**DIRECTIONS FOR THIS TASK:** Read the data line by line and say how many lines contain the string "Allerton", giving the number alone.

**SUPPLIED MATERIAL:**
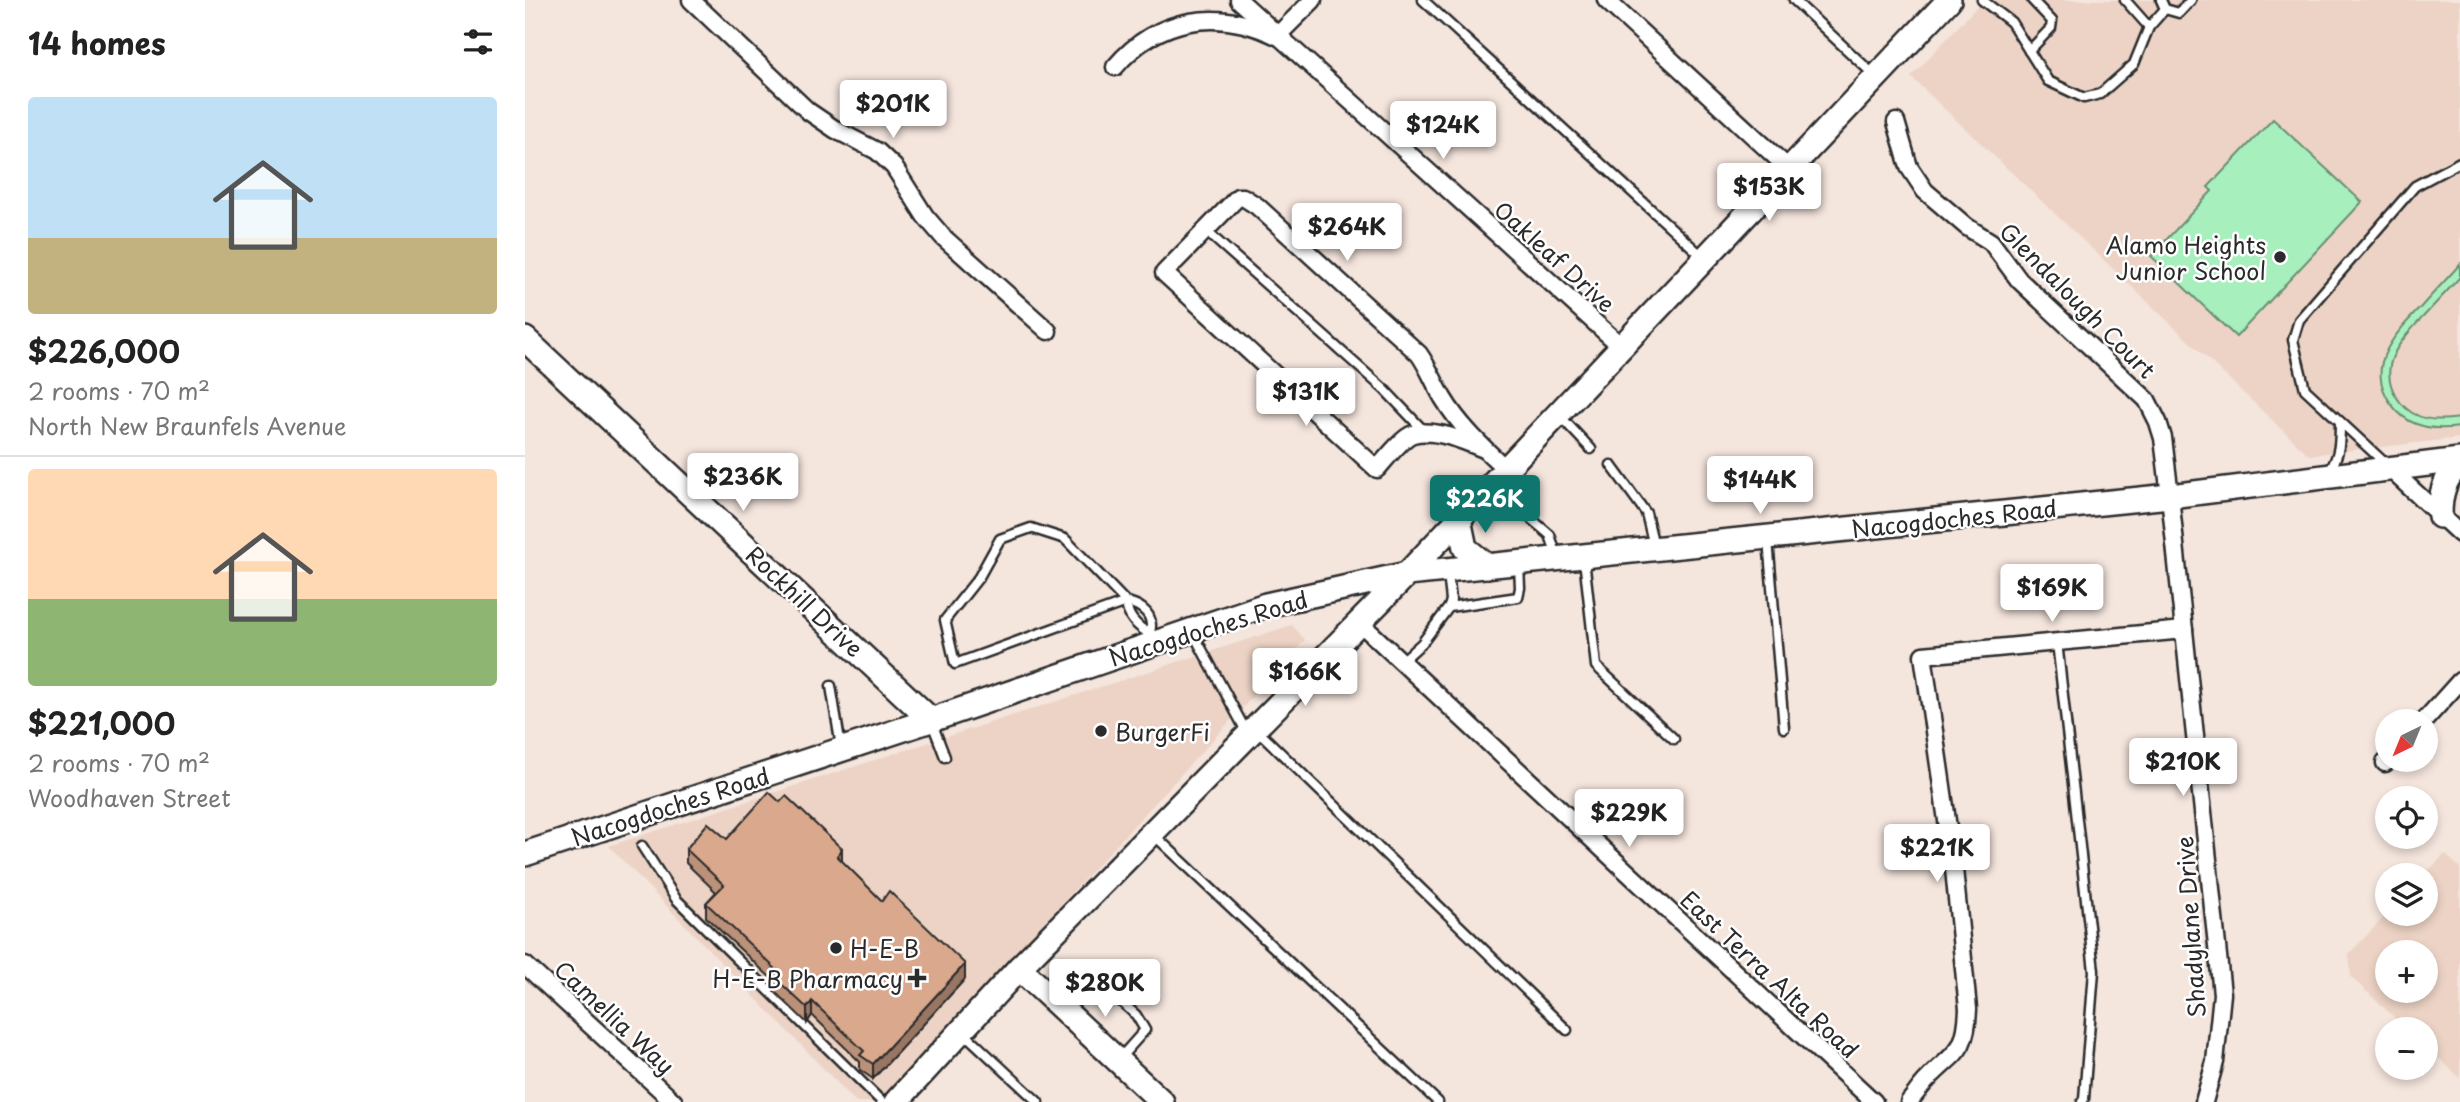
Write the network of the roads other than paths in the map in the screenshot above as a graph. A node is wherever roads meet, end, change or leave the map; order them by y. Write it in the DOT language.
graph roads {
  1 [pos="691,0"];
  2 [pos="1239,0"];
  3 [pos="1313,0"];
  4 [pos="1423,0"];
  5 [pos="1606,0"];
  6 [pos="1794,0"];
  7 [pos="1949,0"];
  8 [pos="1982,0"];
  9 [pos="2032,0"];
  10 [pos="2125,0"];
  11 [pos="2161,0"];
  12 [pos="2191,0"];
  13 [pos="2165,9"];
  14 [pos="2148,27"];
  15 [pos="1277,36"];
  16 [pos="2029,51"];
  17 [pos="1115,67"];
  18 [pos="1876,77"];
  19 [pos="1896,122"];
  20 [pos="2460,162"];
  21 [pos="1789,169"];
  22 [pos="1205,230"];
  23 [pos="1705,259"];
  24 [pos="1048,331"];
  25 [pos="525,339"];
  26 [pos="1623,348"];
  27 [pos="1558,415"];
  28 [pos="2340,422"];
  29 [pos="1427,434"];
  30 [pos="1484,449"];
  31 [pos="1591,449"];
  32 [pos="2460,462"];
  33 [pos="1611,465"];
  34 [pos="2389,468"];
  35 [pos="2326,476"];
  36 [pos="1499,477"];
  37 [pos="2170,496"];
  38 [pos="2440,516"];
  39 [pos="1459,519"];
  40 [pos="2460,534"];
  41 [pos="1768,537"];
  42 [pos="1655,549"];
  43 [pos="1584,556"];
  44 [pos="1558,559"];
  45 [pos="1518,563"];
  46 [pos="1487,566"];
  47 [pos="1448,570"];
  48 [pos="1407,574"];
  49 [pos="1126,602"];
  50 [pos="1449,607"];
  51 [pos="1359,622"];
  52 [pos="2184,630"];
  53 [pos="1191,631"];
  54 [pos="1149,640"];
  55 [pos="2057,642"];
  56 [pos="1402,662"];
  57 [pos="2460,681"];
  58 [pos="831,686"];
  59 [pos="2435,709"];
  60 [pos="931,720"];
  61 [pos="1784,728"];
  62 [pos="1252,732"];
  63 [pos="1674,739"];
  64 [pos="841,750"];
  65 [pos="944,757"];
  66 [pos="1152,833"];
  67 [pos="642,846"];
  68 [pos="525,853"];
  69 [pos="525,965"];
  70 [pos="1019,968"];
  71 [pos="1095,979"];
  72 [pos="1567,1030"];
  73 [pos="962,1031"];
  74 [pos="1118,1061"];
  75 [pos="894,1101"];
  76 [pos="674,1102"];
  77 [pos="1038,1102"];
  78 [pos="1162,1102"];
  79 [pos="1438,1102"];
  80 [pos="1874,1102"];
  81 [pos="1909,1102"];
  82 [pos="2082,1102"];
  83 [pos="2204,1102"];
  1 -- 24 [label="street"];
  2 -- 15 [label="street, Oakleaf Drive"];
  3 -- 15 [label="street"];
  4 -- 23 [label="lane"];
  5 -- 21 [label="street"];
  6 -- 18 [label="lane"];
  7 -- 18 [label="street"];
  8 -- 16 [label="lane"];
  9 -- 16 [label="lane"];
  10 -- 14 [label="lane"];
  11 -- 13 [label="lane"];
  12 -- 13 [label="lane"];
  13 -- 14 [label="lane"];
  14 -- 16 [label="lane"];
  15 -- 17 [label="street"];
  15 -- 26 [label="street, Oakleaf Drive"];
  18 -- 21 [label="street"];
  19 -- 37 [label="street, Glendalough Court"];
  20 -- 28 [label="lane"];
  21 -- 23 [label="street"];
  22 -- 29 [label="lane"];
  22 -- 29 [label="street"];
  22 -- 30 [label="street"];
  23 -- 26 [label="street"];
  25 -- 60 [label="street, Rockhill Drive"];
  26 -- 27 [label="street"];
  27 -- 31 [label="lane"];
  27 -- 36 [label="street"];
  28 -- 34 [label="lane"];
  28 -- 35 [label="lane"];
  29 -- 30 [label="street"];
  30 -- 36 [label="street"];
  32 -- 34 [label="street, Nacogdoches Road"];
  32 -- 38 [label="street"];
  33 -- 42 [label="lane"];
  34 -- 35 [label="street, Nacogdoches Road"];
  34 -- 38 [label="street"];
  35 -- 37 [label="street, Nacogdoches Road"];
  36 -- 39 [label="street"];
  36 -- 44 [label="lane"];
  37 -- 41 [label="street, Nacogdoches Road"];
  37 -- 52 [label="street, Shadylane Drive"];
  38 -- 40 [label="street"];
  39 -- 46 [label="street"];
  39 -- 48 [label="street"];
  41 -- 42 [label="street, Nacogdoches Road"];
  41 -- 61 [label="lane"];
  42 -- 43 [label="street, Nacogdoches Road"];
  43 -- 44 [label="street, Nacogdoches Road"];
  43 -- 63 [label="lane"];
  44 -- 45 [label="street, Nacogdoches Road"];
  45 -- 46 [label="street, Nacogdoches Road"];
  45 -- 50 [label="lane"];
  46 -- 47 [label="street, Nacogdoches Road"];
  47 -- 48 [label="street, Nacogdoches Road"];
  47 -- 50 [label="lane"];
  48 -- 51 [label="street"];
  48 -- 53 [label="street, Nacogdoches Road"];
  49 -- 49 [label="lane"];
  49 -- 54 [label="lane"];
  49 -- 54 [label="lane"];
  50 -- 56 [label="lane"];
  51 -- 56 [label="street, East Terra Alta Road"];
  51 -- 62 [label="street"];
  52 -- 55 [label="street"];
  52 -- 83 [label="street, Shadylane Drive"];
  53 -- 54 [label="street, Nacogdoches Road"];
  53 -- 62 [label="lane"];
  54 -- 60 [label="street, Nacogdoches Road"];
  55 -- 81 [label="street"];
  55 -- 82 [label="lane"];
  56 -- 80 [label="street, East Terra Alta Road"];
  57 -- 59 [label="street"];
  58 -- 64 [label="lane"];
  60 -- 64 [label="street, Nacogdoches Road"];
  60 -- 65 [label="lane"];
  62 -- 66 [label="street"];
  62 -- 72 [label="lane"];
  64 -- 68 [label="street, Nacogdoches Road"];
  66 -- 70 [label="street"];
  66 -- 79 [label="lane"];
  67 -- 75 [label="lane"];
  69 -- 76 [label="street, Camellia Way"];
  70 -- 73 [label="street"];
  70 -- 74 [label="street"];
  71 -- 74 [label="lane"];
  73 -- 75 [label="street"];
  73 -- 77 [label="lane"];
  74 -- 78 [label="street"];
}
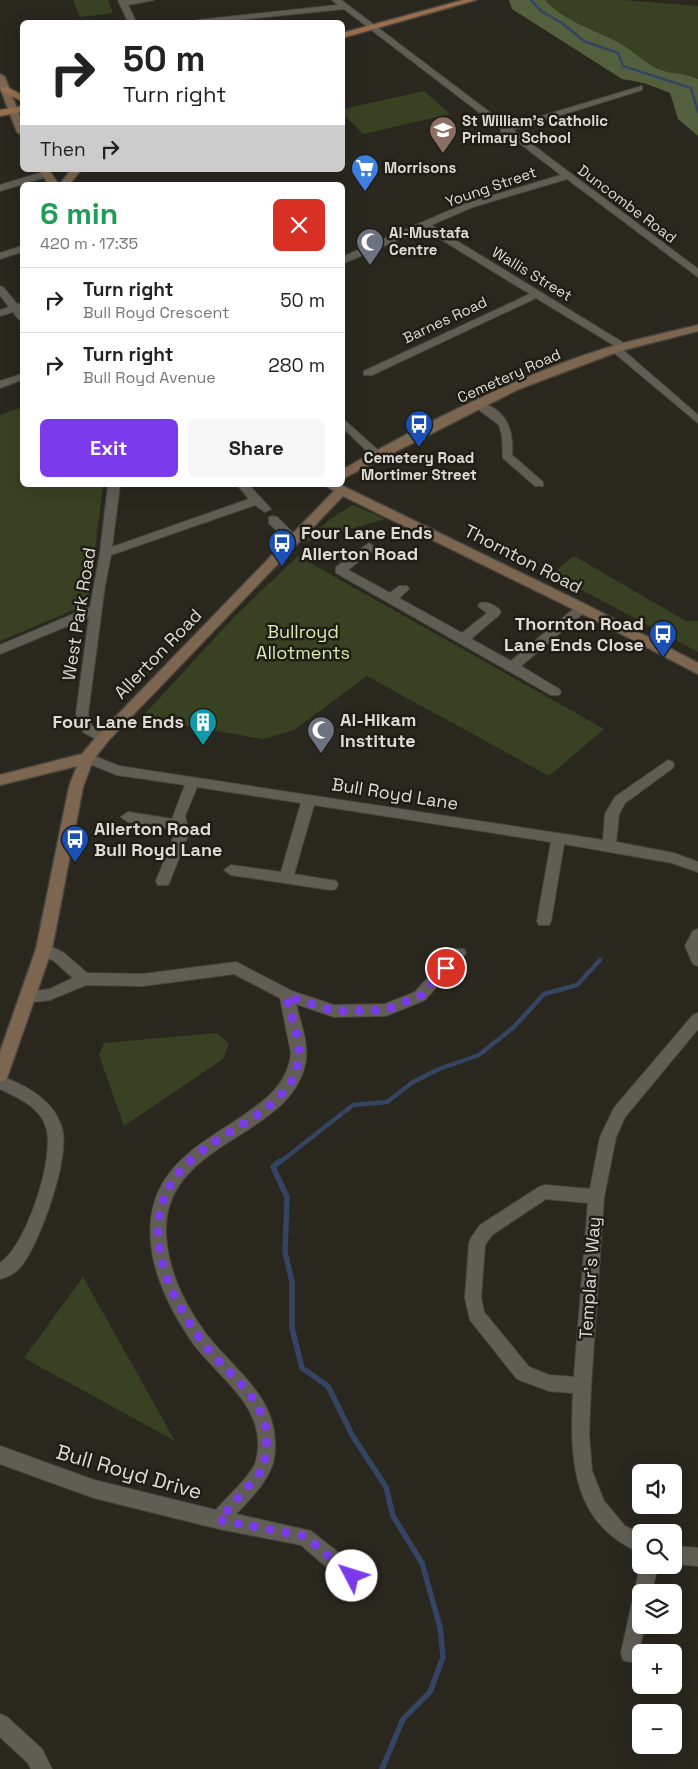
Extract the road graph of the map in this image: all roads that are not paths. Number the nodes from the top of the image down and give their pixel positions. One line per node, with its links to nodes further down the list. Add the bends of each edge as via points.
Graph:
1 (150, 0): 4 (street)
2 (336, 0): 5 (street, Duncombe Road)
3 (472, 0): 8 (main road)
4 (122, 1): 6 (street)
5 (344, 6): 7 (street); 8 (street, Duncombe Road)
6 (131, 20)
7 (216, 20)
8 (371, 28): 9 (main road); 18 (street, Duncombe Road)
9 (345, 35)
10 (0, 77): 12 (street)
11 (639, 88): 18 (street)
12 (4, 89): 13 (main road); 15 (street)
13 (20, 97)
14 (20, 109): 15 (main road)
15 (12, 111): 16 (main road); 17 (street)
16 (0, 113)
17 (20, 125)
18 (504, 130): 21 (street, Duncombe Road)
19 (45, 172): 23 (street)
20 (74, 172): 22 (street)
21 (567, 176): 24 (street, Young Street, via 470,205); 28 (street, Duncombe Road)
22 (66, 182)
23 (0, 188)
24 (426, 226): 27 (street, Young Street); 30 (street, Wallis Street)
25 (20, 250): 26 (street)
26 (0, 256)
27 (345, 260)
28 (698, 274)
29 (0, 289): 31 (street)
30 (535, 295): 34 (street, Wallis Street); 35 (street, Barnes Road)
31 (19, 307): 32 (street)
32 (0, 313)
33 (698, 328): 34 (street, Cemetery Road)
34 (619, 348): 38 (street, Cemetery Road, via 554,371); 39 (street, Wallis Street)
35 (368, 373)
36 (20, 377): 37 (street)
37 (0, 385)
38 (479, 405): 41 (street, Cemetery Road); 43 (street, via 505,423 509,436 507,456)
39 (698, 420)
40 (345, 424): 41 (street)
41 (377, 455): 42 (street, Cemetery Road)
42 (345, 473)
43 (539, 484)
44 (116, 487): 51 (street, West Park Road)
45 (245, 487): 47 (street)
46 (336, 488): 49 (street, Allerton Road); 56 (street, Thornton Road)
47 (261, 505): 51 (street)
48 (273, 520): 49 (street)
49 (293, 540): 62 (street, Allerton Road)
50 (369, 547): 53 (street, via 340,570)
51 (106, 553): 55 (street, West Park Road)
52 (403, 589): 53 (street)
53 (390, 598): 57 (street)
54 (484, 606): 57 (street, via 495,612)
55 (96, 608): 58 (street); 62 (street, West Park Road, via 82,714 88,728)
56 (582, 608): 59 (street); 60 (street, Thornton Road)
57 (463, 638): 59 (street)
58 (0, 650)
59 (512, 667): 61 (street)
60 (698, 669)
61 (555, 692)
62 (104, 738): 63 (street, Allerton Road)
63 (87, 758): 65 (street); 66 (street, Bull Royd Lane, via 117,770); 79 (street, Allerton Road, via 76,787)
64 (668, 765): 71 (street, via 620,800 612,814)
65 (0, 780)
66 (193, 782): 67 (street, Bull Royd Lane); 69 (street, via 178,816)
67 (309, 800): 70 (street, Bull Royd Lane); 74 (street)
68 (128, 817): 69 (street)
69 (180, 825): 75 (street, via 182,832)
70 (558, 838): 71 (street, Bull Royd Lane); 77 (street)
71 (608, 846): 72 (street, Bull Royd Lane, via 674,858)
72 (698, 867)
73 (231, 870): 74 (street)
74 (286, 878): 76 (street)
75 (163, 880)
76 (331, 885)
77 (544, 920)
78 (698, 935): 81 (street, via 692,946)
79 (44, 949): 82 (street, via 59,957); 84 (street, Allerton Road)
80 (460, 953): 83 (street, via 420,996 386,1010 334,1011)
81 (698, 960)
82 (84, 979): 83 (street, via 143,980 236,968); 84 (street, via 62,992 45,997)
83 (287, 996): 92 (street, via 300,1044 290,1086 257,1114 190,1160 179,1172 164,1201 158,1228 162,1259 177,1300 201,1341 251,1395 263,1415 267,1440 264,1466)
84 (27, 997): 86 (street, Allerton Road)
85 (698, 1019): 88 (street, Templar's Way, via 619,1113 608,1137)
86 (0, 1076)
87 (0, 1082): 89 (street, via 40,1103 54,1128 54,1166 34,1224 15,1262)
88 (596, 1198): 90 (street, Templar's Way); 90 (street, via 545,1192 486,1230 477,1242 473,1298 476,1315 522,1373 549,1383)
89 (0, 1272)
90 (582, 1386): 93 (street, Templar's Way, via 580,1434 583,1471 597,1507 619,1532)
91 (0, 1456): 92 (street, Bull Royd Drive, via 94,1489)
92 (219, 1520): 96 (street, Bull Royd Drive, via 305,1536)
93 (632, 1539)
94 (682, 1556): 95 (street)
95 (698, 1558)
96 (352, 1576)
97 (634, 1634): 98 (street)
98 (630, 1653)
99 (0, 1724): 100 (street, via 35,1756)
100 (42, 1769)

**REPLY:** 6